#### PROMPT
In the material below, find every line containing the string "index" and return it.

#### DATA RECORDS
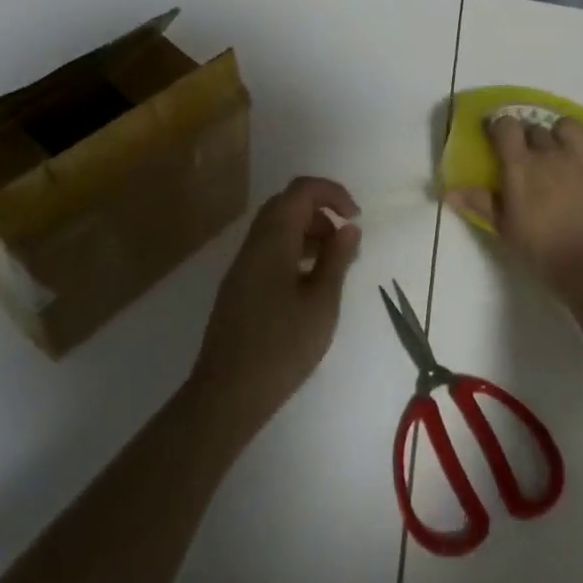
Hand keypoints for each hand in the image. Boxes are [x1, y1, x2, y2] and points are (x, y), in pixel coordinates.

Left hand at [191, 176, 362, 436]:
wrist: (227, 393)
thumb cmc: (282, 346)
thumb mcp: (321, 303)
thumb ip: (337, 259)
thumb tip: (348, 227)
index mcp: (273, 238)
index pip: (301, 190)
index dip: (332, 193)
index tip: (355, 217)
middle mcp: (254, 243)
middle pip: (287, 204)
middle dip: (321, 211)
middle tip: (345, 240)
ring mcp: (243, 264)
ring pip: (277, 227)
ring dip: (308, 232)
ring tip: (333, 264)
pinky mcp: (239, 285)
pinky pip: (269, 249)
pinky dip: (293, 250)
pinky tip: (309, 283)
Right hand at [446, 116, 582, 297]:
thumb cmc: (545, 252)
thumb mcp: (506, 229)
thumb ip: (480, 203)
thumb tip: (448, 190)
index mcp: (520, 165)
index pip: (505, 127)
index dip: (500, 126)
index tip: (497, 134)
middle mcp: (550, 152)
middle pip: (535, 128)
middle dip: (530, 136)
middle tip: (529, 156)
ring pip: (568, 125)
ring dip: (562, 132)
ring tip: (562, 148)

#### RESULT OF THE EXERCISE
index mcp: (273, 238)
index pip: (301, 190)
index dip: (332, 193)
index tip: (355, 217)
index mcp: (520, 165)
index pip: (505, 127)
index dip: (500, 126)
index tip: (497, 134)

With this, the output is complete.